*** GIVEN DATA ***

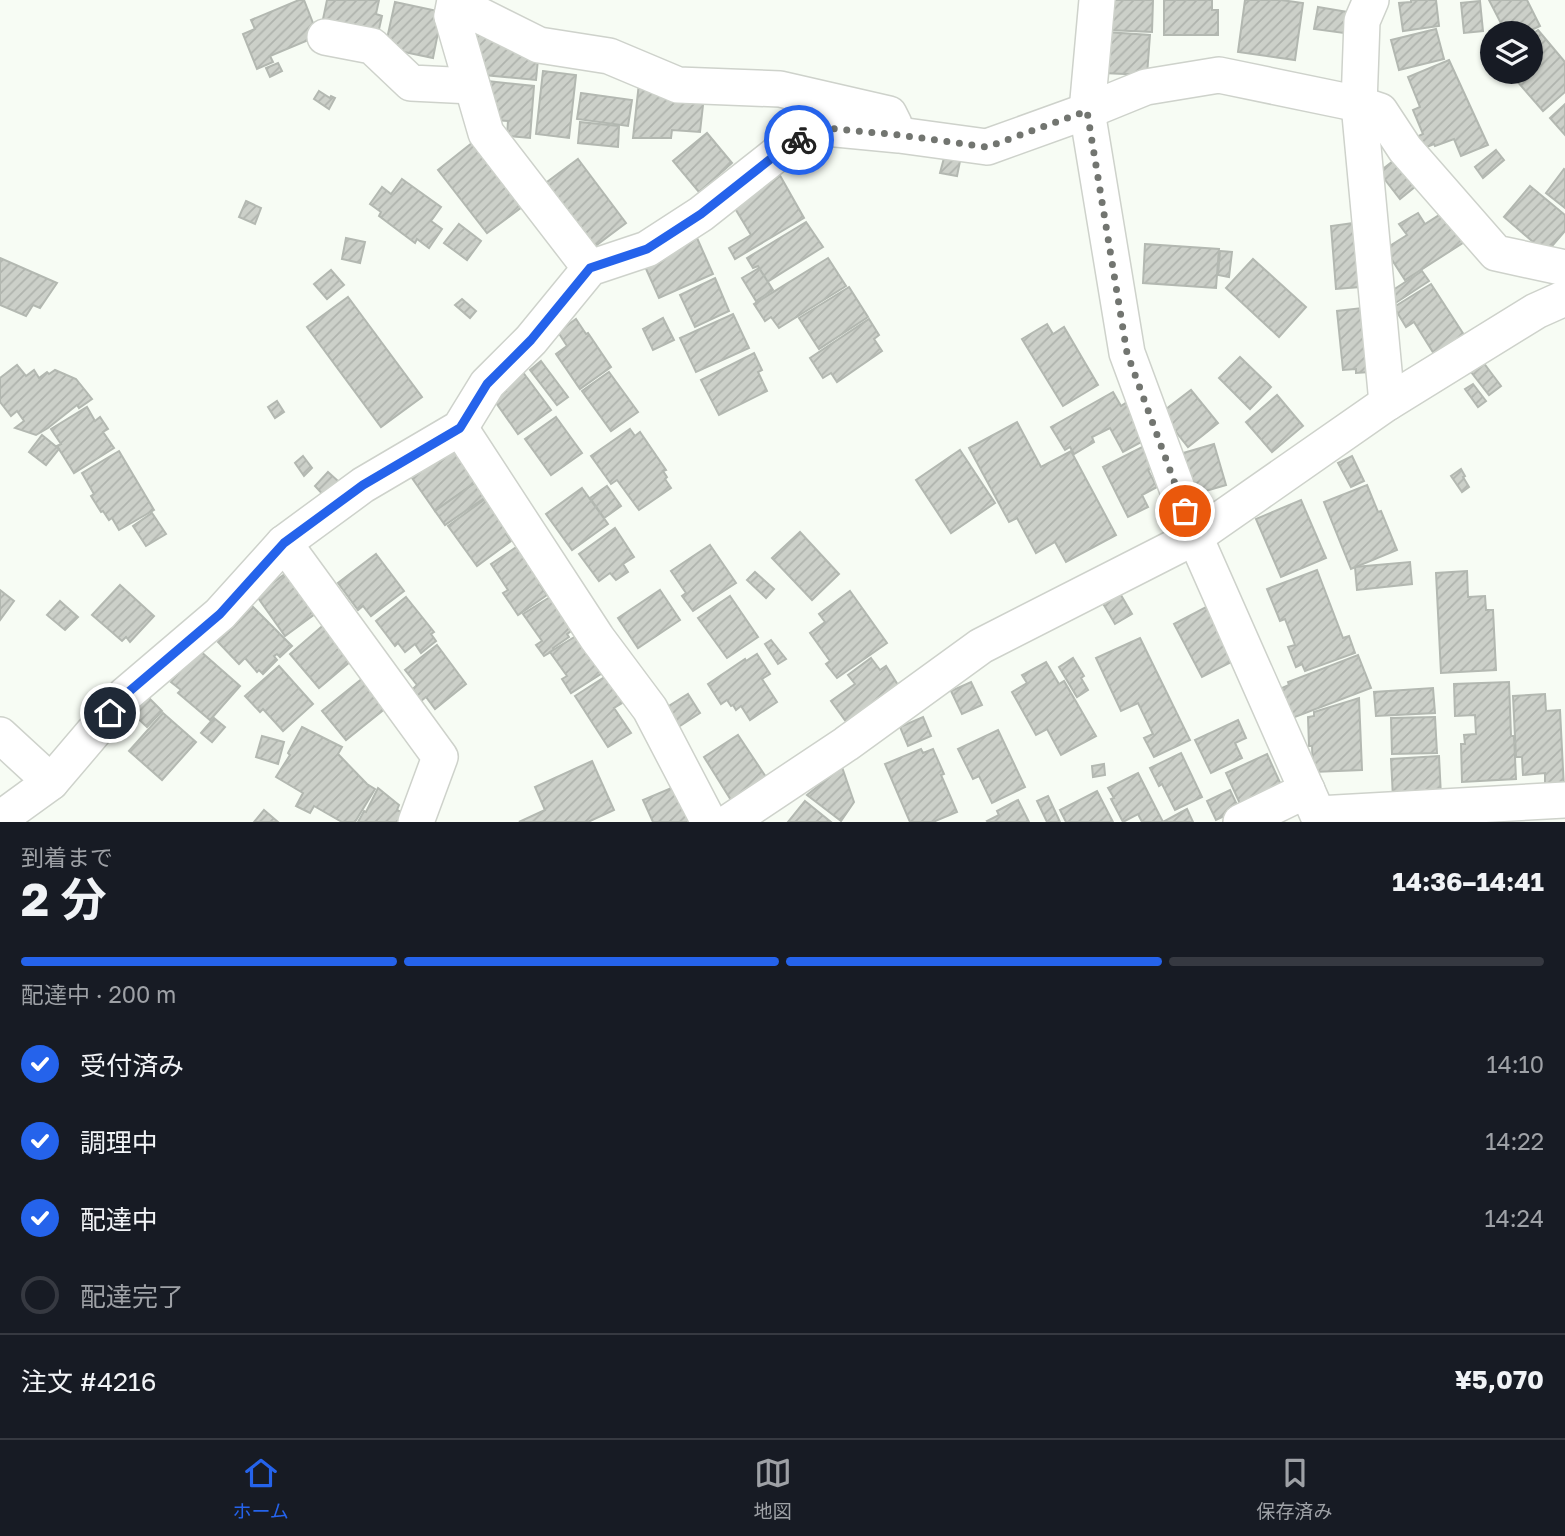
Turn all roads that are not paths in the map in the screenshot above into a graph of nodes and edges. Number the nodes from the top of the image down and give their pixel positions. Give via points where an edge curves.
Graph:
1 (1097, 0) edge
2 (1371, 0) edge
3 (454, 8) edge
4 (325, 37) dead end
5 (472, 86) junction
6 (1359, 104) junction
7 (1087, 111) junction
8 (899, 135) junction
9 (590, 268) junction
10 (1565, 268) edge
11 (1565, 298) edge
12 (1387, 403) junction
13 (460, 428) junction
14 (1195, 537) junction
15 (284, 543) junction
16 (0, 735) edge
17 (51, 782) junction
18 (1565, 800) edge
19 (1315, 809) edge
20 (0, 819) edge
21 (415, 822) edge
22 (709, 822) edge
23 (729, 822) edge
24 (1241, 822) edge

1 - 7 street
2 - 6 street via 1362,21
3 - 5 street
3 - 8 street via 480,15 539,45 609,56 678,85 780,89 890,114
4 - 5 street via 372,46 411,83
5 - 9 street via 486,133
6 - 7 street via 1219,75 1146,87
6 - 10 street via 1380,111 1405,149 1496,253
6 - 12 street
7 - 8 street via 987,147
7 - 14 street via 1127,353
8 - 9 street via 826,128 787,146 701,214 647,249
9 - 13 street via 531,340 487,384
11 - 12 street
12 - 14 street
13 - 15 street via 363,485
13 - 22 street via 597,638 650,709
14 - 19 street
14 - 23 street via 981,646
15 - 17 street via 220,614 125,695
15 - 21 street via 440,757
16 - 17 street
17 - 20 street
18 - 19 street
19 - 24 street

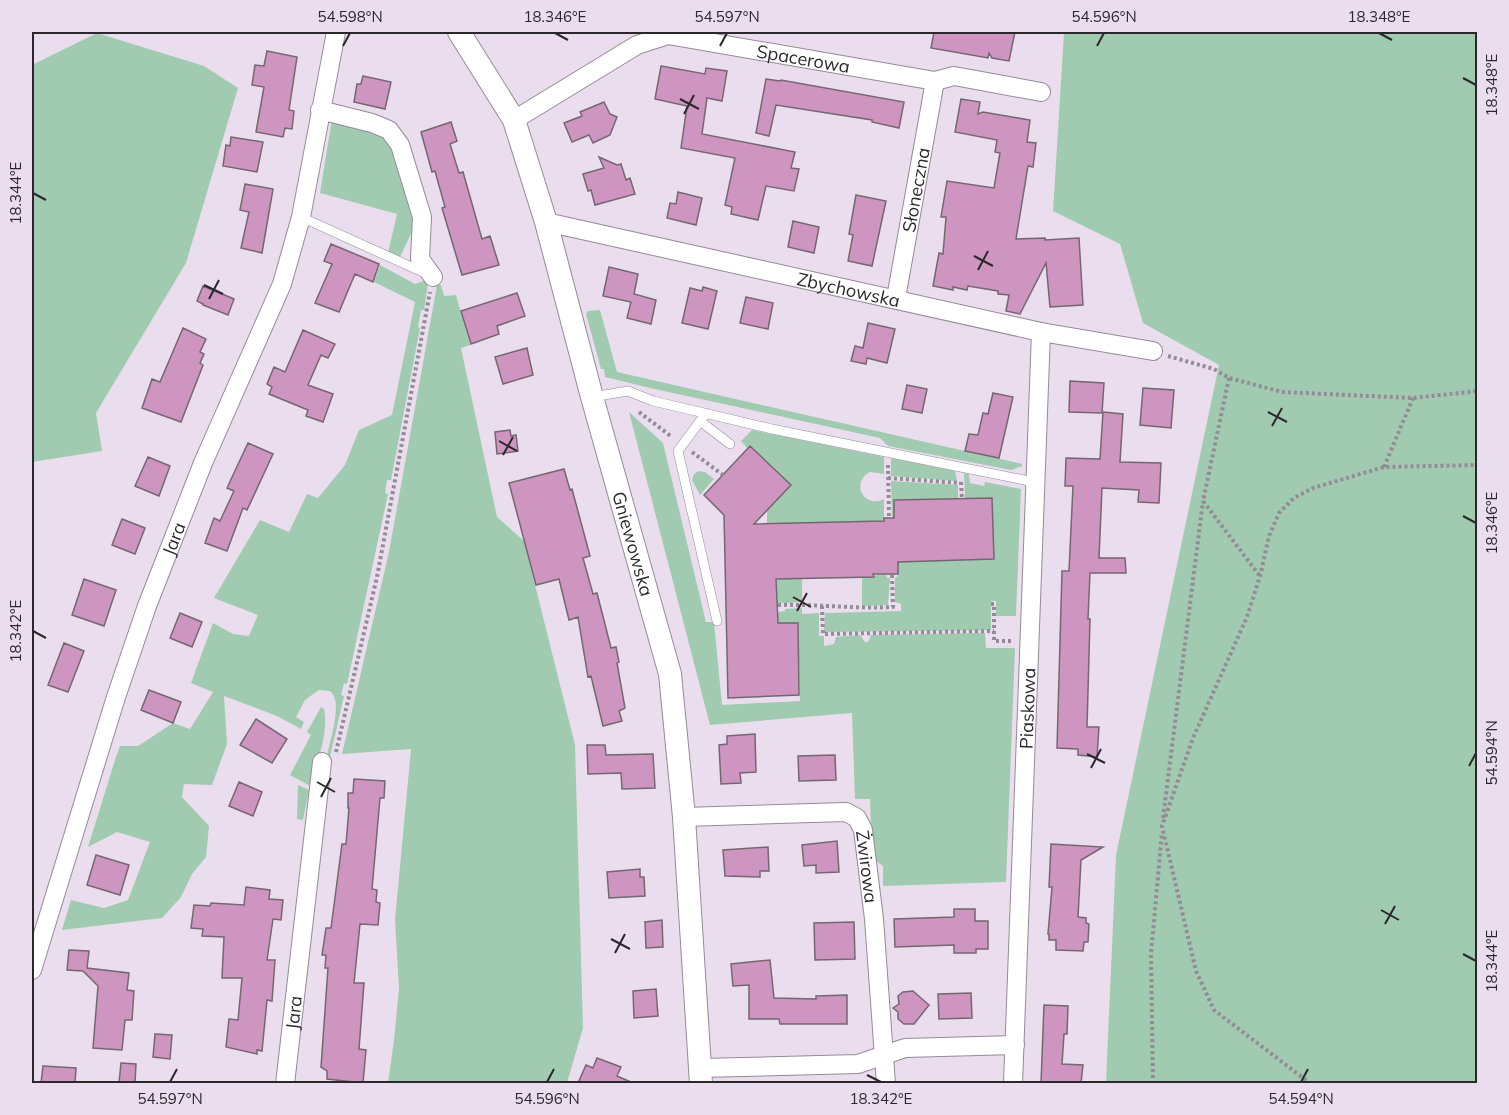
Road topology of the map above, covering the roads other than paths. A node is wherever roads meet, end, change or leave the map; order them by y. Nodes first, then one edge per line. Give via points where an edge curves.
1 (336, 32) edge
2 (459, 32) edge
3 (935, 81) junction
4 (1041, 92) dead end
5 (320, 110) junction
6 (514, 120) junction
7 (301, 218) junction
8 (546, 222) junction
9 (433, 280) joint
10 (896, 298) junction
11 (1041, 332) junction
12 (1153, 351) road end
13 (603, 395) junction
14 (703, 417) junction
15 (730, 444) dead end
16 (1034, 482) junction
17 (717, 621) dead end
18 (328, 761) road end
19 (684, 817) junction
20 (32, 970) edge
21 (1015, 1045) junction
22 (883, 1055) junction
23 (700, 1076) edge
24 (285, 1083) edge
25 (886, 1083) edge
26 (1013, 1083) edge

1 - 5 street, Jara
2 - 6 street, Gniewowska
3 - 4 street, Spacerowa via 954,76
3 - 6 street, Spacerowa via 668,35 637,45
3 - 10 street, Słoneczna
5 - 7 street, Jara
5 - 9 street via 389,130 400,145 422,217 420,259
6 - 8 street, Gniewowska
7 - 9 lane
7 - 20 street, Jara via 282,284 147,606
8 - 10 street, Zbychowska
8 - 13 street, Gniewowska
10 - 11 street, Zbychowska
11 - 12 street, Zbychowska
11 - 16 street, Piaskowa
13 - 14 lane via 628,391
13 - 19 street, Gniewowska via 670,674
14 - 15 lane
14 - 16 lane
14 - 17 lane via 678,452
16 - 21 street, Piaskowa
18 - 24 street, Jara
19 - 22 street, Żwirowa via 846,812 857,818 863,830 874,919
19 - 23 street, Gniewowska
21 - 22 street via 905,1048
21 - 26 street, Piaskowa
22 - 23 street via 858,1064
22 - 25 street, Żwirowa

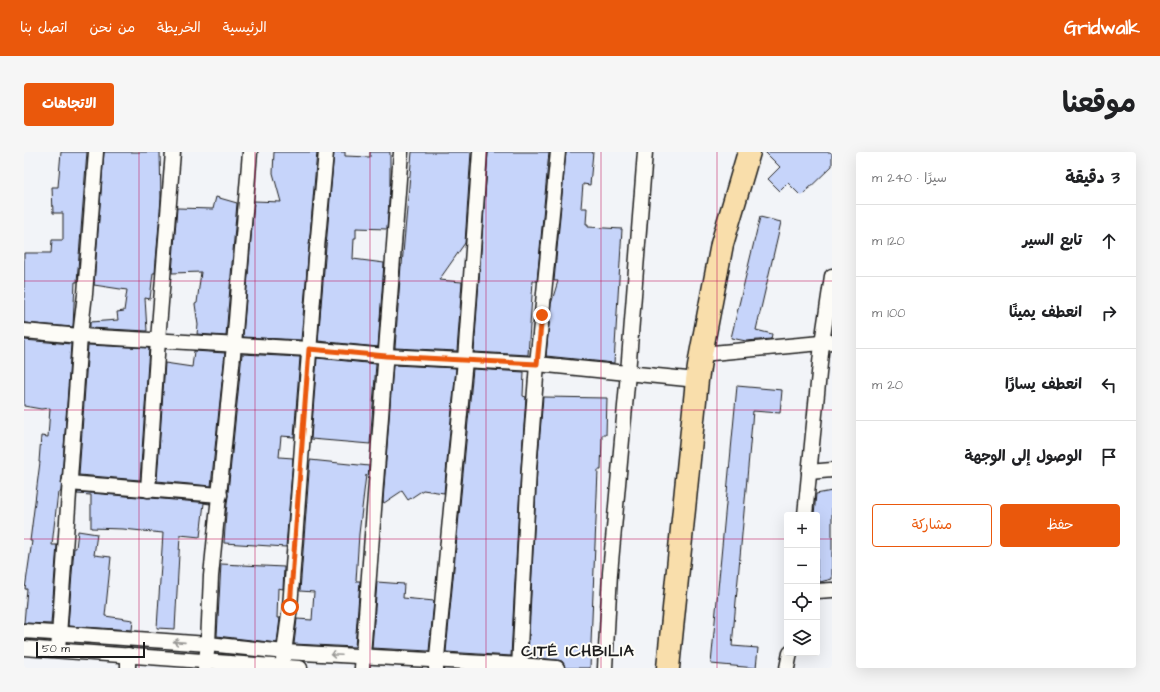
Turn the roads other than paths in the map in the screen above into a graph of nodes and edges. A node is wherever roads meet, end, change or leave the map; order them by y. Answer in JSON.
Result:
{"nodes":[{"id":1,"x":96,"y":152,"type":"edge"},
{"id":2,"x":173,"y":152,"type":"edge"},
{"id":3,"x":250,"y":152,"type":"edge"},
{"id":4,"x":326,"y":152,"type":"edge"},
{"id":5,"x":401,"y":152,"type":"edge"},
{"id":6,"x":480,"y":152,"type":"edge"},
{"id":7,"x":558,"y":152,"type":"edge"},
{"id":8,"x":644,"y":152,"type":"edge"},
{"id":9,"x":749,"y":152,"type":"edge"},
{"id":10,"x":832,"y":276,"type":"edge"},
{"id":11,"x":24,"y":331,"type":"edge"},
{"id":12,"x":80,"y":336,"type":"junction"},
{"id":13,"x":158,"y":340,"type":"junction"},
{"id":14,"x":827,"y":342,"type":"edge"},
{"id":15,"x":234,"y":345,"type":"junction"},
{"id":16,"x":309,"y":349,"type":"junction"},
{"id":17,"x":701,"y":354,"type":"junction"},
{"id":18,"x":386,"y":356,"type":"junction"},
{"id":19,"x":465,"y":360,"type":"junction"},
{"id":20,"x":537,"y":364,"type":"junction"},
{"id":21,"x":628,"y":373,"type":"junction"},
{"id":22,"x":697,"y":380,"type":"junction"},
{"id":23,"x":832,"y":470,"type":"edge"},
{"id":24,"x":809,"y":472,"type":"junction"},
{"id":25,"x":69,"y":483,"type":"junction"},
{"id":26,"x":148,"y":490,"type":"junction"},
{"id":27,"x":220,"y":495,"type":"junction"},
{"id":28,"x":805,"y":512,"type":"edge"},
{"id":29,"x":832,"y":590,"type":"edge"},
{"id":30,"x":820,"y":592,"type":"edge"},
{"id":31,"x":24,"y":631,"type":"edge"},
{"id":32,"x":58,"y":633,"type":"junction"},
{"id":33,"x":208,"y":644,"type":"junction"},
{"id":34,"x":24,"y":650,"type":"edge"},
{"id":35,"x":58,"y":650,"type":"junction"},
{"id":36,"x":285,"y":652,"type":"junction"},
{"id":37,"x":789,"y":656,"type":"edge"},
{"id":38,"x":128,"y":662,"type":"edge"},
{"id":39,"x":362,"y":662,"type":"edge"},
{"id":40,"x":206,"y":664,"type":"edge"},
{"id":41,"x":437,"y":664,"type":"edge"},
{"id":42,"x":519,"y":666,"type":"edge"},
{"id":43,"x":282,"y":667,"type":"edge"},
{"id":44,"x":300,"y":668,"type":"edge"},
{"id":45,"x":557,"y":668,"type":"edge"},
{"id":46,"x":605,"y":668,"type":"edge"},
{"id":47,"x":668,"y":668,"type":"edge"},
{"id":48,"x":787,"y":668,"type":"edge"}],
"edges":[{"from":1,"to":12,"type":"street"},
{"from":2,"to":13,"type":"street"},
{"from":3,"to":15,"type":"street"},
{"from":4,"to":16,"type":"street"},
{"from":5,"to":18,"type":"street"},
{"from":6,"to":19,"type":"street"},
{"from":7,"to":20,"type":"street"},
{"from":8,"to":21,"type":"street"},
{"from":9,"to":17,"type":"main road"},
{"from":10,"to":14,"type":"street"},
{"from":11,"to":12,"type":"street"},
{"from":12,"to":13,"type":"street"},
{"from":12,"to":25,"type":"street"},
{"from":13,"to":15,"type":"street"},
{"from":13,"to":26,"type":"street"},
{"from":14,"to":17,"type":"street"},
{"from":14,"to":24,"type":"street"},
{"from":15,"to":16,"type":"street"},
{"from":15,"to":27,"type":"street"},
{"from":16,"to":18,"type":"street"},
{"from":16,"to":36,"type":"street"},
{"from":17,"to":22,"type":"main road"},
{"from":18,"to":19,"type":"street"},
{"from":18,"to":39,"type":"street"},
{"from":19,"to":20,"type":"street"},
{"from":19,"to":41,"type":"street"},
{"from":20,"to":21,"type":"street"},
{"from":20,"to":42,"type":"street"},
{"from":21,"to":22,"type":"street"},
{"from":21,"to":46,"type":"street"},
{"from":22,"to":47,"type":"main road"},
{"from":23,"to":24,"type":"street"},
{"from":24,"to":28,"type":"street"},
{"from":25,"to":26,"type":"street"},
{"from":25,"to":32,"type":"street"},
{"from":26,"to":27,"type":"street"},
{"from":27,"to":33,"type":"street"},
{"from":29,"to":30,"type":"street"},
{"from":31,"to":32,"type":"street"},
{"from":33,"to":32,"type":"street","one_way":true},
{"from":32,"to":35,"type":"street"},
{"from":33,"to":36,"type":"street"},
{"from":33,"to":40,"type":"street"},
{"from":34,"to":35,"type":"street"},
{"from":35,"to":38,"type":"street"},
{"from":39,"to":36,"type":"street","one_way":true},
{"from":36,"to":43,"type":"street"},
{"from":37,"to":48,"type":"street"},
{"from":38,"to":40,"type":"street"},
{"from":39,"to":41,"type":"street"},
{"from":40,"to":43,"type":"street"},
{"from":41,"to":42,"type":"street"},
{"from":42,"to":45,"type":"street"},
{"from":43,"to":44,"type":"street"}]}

*** End of GIVEN DATA ***

[TASK INSTRUCTIONS] Show each line in the data where the string "Spacerowa" appears.

[ANSWER FOR THE TASK]
3 - 4 street, Spacerowa via 954,76
3 - 6 street, Spacerowa via 668,35 637,45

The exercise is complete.